Stored data:
"""

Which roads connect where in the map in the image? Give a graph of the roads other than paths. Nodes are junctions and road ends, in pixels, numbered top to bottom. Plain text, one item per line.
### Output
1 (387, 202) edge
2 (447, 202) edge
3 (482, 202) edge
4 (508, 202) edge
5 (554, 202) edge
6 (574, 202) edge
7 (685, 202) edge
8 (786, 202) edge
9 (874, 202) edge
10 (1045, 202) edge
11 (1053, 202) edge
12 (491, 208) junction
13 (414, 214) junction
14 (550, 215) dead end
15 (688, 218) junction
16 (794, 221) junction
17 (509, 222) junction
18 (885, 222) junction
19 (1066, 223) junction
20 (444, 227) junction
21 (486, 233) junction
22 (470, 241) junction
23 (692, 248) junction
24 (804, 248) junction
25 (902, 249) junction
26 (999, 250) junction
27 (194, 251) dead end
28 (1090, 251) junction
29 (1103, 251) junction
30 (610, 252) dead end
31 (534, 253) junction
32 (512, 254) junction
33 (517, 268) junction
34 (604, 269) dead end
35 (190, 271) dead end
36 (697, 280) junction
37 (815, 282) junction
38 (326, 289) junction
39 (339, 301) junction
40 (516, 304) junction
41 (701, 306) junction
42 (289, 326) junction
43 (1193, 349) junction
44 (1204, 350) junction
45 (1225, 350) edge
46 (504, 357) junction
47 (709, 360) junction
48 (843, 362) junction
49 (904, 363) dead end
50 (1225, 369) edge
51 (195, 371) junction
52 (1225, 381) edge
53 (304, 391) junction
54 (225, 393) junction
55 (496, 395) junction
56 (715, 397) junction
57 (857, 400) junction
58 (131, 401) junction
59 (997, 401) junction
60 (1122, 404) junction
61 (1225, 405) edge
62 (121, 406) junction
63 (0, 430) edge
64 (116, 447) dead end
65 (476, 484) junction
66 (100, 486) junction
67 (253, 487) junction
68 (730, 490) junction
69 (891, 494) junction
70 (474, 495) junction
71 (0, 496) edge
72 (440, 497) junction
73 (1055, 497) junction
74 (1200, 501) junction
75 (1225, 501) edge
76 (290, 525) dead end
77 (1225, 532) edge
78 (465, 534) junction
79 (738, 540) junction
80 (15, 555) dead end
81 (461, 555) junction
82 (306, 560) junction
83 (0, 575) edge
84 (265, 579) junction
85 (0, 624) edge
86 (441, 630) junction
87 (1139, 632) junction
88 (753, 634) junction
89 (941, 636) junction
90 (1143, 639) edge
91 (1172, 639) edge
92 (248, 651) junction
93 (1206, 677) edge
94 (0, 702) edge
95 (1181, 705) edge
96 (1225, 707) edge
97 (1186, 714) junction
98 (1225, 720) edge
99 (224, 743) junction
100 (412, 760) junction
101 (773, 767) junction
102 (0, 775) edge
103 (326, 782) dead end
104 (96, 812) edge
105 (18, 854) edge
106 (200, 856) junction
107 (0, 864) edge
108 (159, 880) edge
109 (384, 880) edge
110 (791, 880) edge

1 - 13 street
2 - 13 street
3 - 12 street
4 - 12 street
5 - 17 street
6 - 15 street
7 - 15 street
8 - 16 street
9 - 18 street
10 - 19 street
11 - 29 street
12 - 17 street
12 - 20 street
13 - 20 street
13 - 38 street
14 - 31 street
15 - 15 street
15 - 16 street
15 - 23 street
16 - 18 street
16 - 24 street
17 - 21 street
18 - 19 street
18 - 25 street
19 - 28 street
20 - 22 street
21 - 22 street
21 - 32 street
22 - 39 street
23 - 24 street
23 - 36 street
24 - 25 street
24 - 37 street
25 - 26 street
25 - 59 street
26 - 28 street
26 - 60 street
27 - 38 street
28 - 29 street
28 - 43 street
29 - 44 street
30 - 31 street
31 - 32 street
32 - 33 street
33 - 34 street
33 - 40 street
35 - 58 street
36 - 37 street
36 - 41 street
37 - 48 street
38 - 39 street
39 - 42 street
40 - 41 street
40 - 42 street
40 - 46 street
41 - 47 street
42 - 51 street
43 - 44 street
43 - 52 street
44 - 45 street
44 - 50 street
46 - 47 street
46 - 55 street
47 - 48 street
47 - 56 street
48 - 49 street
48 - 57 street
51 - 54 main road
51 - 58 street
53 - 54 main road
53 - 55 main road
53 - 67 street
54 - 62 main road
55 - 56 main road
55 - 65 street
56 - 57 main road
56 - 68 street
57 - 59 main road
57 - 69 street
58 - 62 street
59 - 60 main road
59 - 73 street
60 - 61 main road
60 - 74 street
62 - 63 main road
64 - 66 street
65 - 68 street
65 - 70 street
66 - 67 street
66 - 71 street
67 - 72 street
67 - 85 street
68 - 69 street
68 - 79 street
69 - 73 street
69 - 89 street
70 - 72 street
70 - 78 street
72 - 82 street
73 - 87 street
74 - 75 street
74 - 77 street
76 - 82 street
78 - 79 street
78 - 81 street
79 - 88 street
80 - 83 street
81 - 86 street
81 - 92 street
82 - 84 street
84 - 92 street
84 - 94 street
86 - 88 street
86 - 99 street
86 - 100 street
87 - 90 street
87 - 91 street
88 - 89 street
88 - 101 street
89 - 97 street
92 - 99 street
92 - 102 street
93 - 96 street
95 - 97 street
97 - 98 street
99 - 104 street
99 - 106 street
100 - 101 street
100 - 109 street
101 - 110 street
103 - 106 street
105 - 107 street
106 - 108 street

"""

Problem to work on.
Using the data above, return each line that includes the word "main".

Response below.
51 - 54 main road
53 - 54 main road
53 - 55 main road
54 - 62 main road
55 - 56 main road
56 - 57 main road
57 - 59 main road
59 - 60 main road
60 - 61 main road
62 - 63 main road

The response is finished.